Motion computation via an unsupervised-learning approach (pt.3)

Friday. November 14, 2025 - 23 mins

This blog-post is a direct continuation of the previous one.

Fourier-domain optimization (continued)

Recall that we are formulating our optimization objective in the Fourier-domain, the motivations for which will hopefully be made clearer in the close future. So far we’ve seen that a Fourier-domain implementation is possibly faster than a spatial-domain one, depending on our exact objective formulation, inputs, etc… In this current blog-post we will also obtain some necessary intuition about the nature of our optimization task, through its Fourier-domain interpretation.

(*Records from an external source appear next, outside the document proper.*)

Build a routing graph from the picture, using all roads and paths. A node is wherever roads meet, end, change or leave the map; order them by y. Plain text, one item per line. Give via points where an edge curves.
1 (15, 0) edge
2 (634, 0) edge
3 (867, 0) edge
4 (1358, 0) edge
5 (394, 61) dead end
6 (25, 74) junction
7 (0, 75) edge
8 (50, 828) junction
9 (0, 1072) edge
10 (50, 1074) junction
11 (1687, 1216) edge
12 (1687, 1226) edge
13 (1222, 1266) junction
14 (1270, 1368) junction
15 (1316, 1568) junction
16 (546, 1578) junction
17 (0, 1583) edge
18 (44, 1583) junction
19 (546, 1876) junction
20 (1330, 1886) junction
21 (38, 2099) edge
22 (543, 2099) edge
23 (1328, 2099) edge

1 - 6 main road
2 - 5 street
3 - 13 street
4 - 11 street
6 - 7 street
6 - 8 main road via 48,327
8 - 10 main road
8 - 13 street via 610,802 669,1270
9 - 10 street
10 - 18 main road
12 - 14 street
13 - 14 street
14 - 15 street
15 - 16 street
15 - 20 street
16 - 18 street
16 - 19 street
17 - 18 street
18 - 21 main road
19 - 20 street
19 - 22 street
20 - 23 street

Just to remind, our Fourier-domain objective formulation is:

$$ \mathcal{F} \lbrace {f_{\text{obj}}} \rbrace = \sum_{(m, n) \neq (0, 0)} |\mathcal{F}\lbrace \overline{I} \rbrace (m, n)|^2 $$

where

$$ \mathcal{F}\lbrace \overline{I} \rbrace = \mathcal{F} \lbrace I \rbrace \cdot \frac{1-e^{-j\omega T \Delta\phi}}{T(1-e^{-j\omega\Delta\phi})} $$

We’ve seen that the rational component is known in its transfer-function form as a moving-average filter. We will learn more about the nature of this filter in this current blog-post, as well as why it is insufficient in itself for successful Fourier-domain optimization.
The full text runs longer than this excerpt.